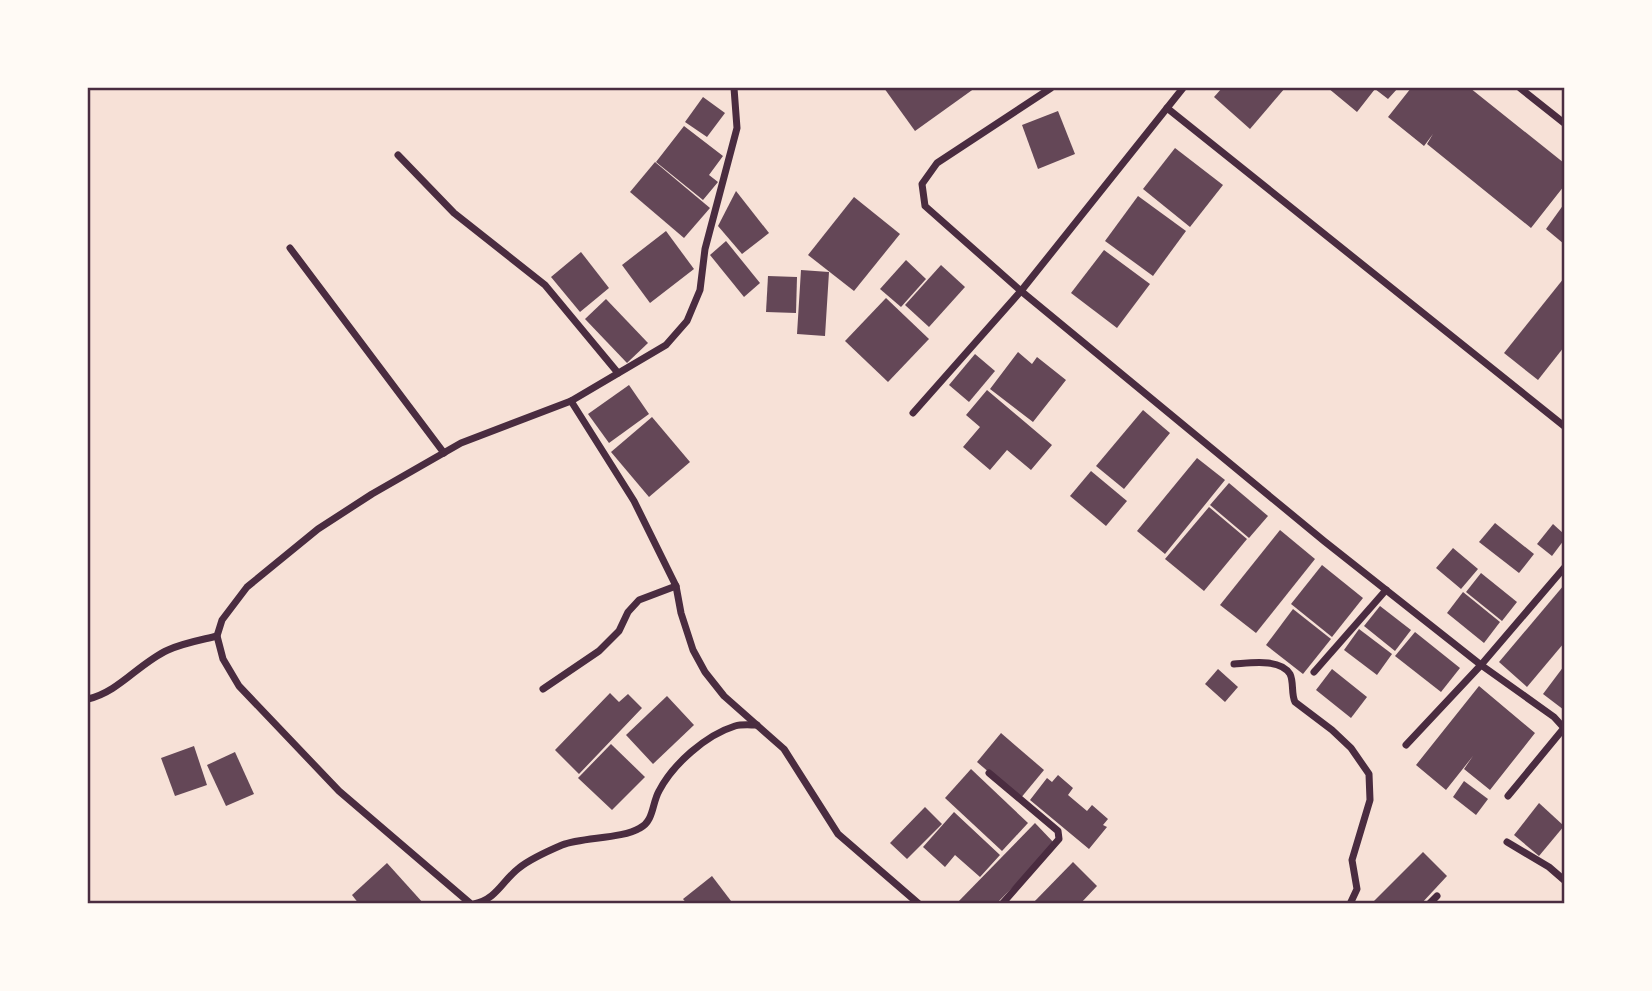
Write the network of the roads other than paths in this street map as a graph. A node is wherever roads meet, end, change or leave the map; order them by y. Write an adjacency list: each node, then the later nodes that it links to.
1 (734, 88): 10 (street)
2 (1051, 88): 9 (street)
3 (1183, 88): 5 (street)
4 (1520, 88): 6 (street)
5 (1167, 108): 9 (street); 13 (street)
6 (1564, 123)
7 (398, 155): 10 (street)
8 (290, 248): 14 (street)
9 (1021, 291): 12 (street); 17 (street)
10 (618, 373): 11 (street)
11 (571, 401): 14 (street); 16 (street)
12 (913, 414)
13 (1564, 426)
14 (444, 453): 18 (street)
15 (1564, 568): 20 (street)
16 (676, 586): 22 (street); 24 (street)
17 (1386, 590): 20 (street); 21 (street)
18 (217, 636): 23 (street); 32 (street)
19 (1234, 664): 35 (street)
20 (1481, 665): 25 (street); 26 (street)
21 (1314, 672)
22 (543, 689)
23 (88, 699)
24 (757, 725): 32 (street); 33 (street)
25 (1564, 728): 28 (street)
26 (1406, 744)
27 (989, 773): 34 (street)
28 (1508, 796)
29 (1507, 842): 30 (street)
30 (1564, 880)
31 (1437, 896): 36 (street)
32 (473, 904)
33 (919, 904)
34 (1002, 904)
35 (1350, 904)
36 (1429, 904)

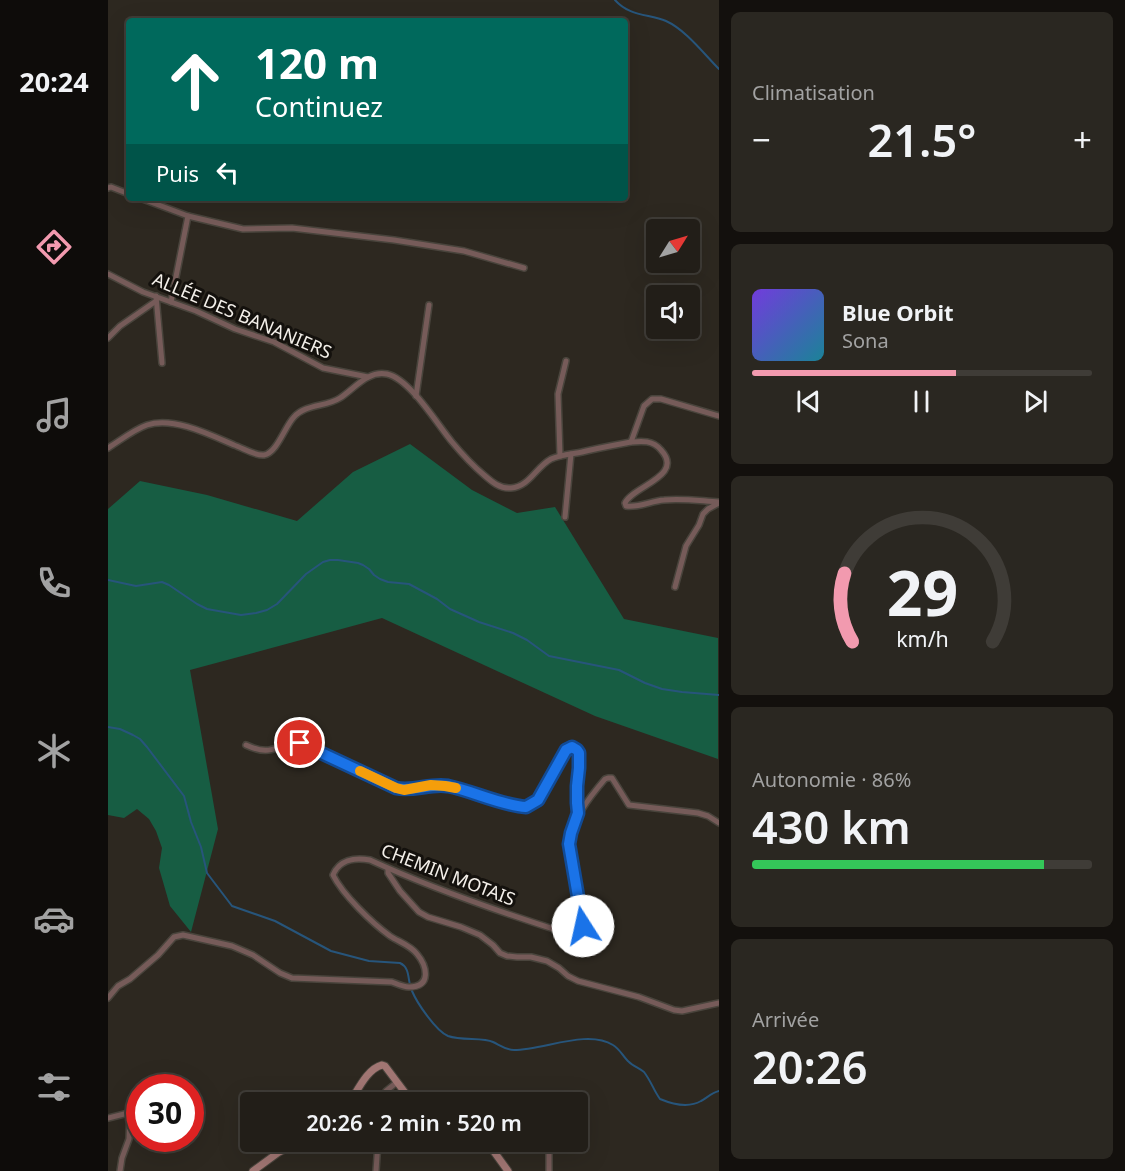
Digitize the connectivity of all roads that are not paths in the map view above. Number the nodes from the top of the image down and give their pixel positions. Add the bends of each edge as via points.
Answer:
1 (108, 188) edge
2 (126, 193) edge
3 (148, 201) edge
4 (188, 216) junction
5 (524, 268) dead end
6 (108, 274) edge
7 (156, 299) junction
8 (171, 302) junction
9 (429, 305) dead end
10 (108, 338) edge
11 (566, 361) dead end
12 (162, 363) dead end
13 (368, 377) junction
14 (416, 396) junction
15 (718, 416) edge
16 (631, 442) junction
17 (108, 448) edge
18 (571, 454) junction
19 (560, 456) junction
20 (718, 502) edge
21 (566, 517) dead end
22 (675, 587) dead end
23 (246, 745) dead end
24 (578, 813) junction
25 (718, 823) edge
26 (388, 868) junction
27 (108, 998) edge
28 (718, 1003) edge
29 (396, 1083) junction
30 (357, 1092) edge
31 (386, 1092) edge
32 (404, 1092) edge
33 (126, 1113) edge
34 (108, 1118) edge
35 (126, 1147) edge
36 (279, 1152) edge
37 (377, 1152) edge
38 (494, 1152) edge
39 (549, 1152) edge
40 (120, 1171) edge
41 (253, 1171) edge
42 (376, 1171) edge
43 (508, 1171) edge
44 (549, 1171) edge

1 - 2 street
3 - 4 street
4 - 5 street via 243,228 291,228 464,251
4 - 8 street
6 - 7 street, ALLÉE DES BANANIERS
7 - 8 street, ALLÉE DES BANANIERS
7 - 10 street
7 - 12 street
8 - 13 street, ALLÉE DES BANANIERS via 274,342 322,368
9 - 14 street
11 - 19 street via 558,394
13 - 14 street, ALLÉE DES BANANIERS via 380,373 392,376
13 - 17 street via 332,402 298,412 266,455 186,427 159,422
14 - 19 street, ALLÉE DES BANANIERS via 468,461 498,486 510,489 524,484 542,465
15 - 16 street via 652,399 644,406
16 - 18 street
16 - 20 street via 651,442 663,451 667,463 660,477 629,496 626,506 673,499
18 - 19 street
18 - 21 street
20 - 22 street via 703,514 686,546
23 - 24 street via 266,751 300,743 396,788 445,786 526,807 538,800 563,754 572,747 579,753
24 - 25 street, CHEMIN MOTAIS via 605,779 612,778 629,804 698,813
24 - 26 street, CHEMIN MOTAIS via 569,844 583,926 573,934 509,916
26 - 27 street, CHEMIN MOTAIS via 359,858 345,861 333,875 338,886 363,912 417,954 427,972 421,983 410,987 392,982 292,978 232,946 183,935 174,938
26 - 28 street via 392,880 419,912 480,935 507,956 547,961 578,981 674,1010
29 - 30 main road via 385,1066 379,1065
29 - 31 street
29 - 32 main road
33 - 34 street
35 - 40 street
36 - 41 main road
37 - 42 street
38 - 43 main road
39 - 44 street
※ ※ ※
▸ PROBLEM TO WORK ON
Find and copy every line in the entries above where the string "junction" occurs.

▸ ANSWER FOR THIS EXERCISE
4 (188, 216) junction
7 (156, 299) junction
8 (171, 302) junction
13 (368, 377) junction
14 (416, 396) junction
16 (631, 442) junction
18 (571, 454) junction
19 (560, 456) junction
24 (578, 813) junction
26 (388, 868) junction
29 (396, 1083) junction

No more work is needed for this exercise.